Despite a battery of testing, a subset of athletes may not receive a unifying diagnosis for their syncope. In athletes with recurrent syncope, the ambiguity about a specific diagnosis often leads to costly repeat testing and withholding the athlete from competitive play. The athlete's frustration from this process may cause him or her to hide symptoms from the athletic trainer and physician.

In this case series, we describe 4 cases of athletes with “unexplained” syncope, with significant left ventricular outflow tract obstruction (LVOTO) found as the clear culprit for their syncope. Our findings emphasize that even in the absence of left ventricular hypertrophy (LVH), LVOTO can occur.
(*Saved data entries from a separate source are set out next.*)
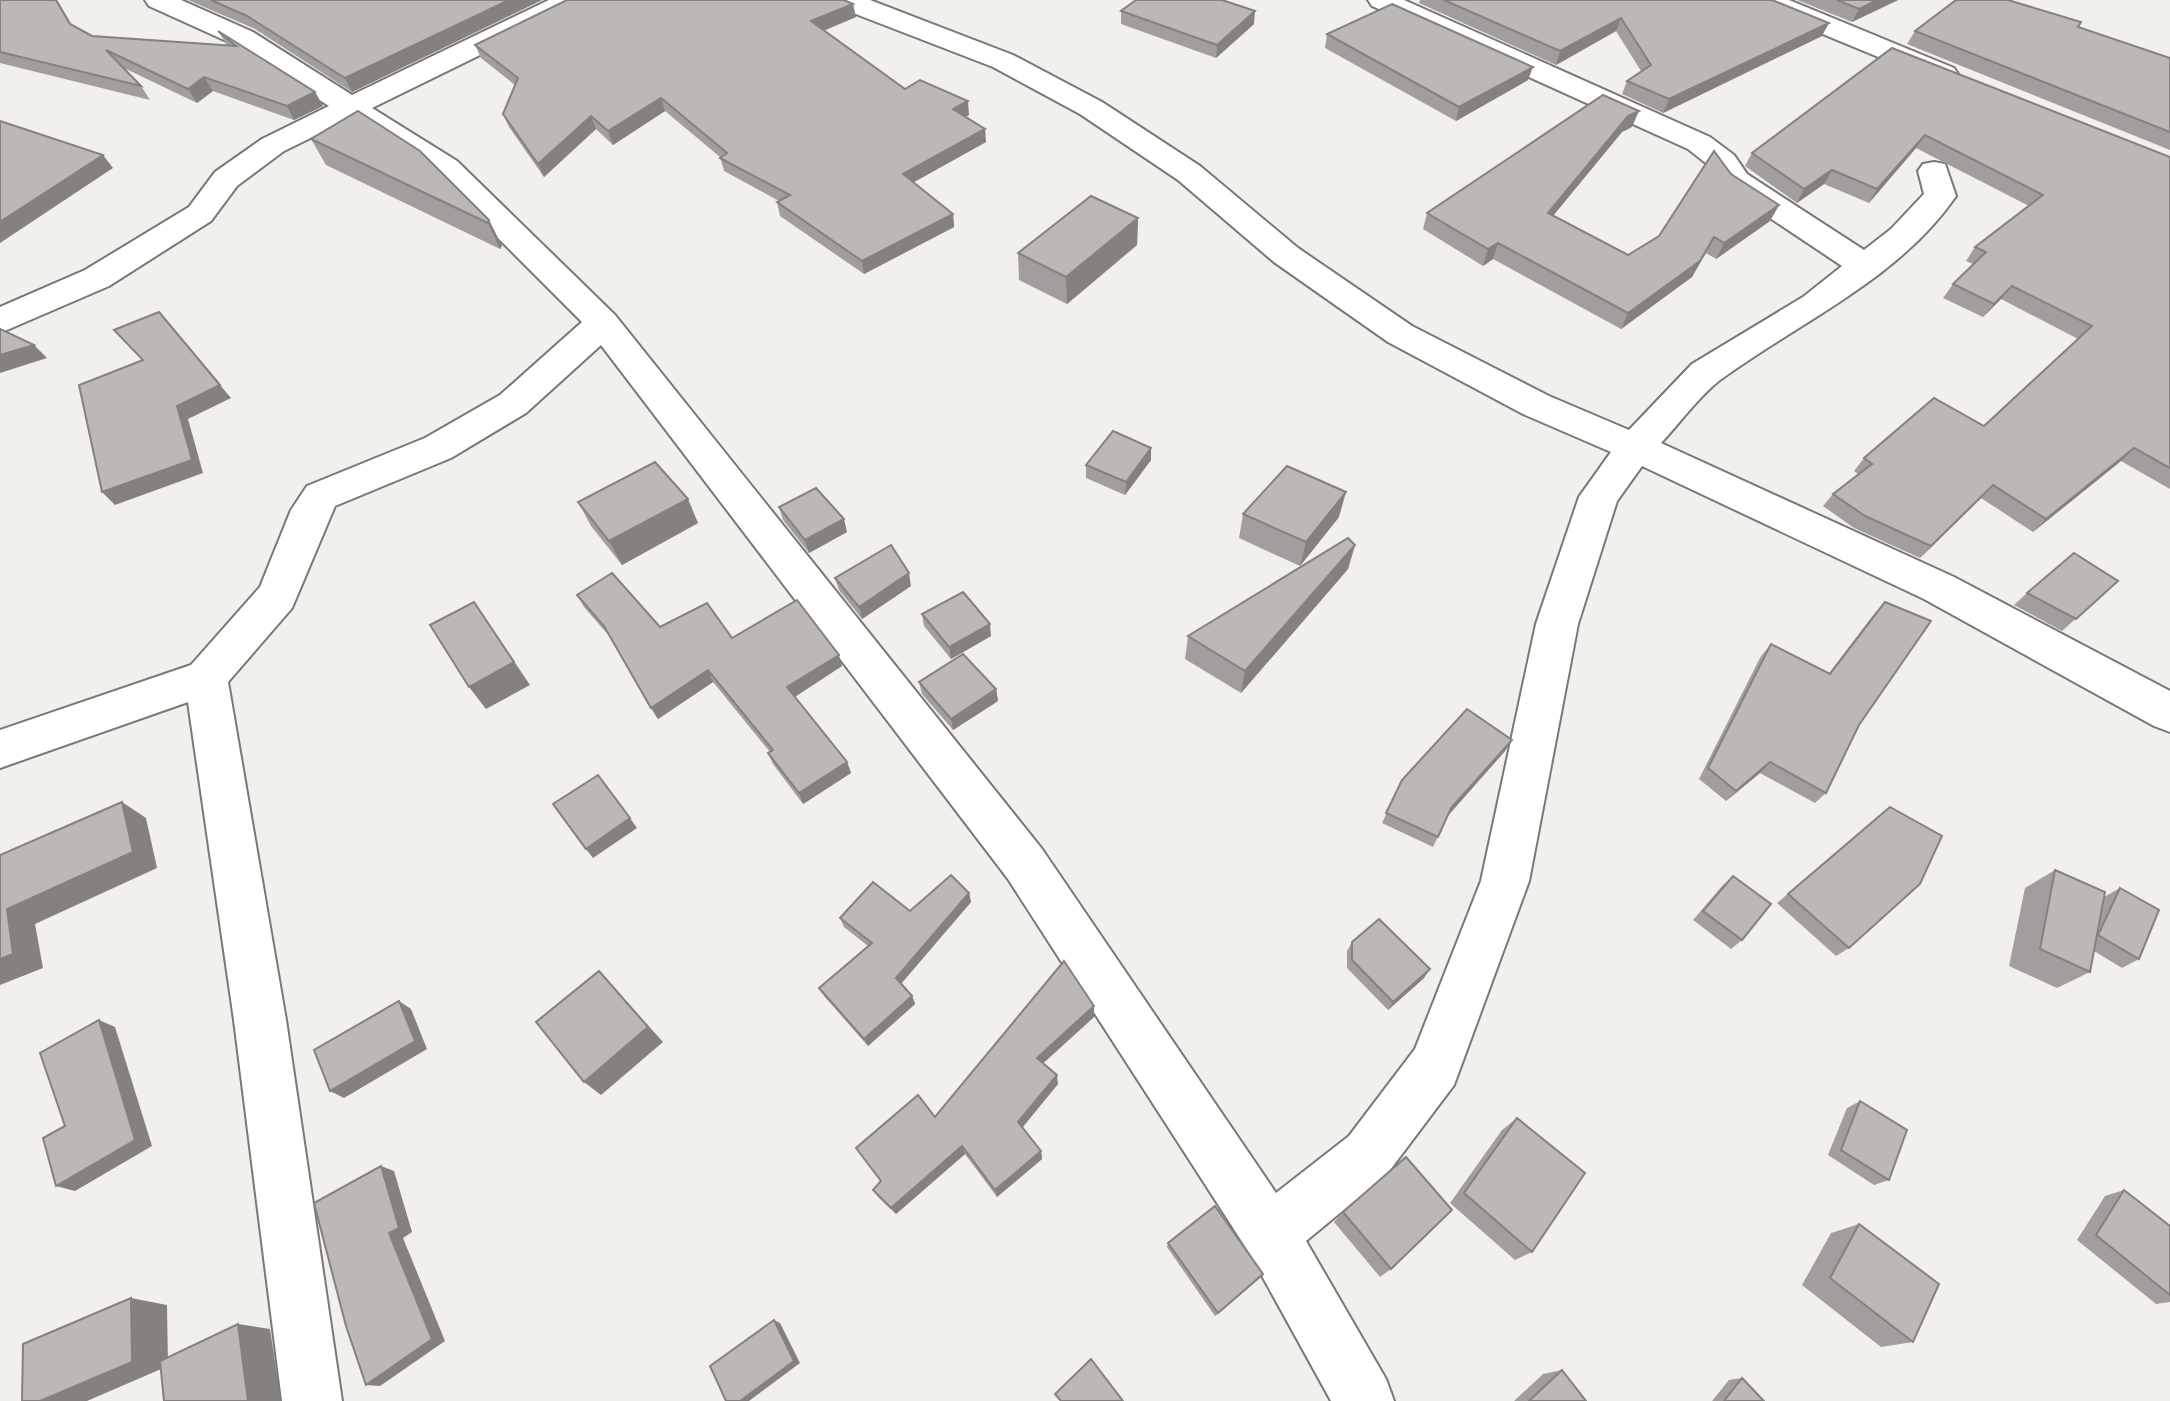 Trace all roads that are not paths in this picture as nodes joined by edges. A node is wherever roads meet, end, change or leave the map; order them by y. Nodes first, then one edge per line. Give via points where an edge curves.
1 (159, 0) edge
2 (570, 0) edge
3 (845, 0) edge
4 (1382, 0) edge
5 (1765, 0) edge
6 (1966, 82) edge
7 (352, 109) junction
8 (1934, 171) dead end
9 (1865, 266) junction
10 (0, 321) edge
11 (603, 323) junction
12 (1635, 447) junction
13 (206, 678) junction
14 (2170, 713) edge
15 (0, 749) edge
16 (1270, 1234) junction
17 (312, 1401) edge
18 (1364, 1401) edge

1 - 7 street via 243,38
2 - 7 street
3 - 12 street via 1003,61 1091,108 1189,173 1286,255 1400,334 1536,405
4 - 9 street via 1699,143 1736,181
5 - 6 street
7 - 10 street via 273,145 226,179 200,214 97,278
7 - 11 street via 446,168
8 - 9 street via 1940,196
9 - 12 street via 1815,305 1705,373
11 - 13 street via 513,404 438,448 321,496 277,596
11 - 16 street via 1025,864
12 - 14 street via 1939,588
12 - 16 street via 1599,497 1557,624 1505,881 1435,1066 1368,1155
13 - 15 street
13 - 17 street
16 - 18 street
We also demonstrate the utility of multimodality imaging with provocative testing in eliciting previously occult LVOTO. Finally, these cases highlight how the detection of LVOTO significantly changes clinical management from undergoing cardiac surgery to guiding decisions regarding implantable cardioverter-defibrillator (ICD) placement.

Case 1

A 28-year-old male professional football player presented for a second opinion after multiple episodes of syncope. He experienced a syncopal episode during practice and had an ambulatory monitor placed. He experienced a subsequent syncopal episode on a hot day, during which he lost consciousness for a sustained amount of time and athletic trainers provided immediate medical attention. No cardiopulmonary resuscitation or defibrillation was required, and he spontaneously regained consciousness. The ambulatory monitor during this episode showed no ventricular arrhythmias and sinus tachycardia before the syncopal event. The patient's family history was notable for a “thickened heart” in his father, and his social history noted stimulant and excessive caffeine use. He saw a local primary care physician, who diagnosed him with vasovagal syncope after tilt-table testing.

The ECG was unremarkable. Resting TTE showed asymmetric septal hypertrophy with maximal wall thickness of 20 mm (Video 1). There was no clear valvular systolic anterior motion (SAM) of the mitral valve or LVOTO at rest, with peak gradient <20 mm Hg (Figure 1). Cardiac MRI confirmed basal septal hypertrophy without clear SAM or flow acceleration in the LVOT (Video 2). There was no significant late gadolinium enhancement (LGE). Given his syncope occurred with exertion and concern for LVOTO, a stress TTE was performed (Video 3). He exercised to 18 metabolic equivalents with clear SAM and flow acceleration in the LVOT, with peak gradient near 120 mm Hg (Figure 2).

Figure 1.

Figure 1

Case 1, Football Player: Resting LVOT Gradient

Continuous-wave Doppler across the aortic valve displaying no significant LVOT gradient (<20 mm Hg). LVOT = left ventricular outflow tract.

Figure 2.

Figure 2

Case 1, Football Player: Stress LVOT Gradient

Continuous-wave Doppler across the aortic valve during stress displaying late-peaking dagger signal and significant LVOTO, with peak gradient near 150 mm Hg. LVOT = left ventricular outflow tract; LVOTO = left ventricular outflow tract obstruction.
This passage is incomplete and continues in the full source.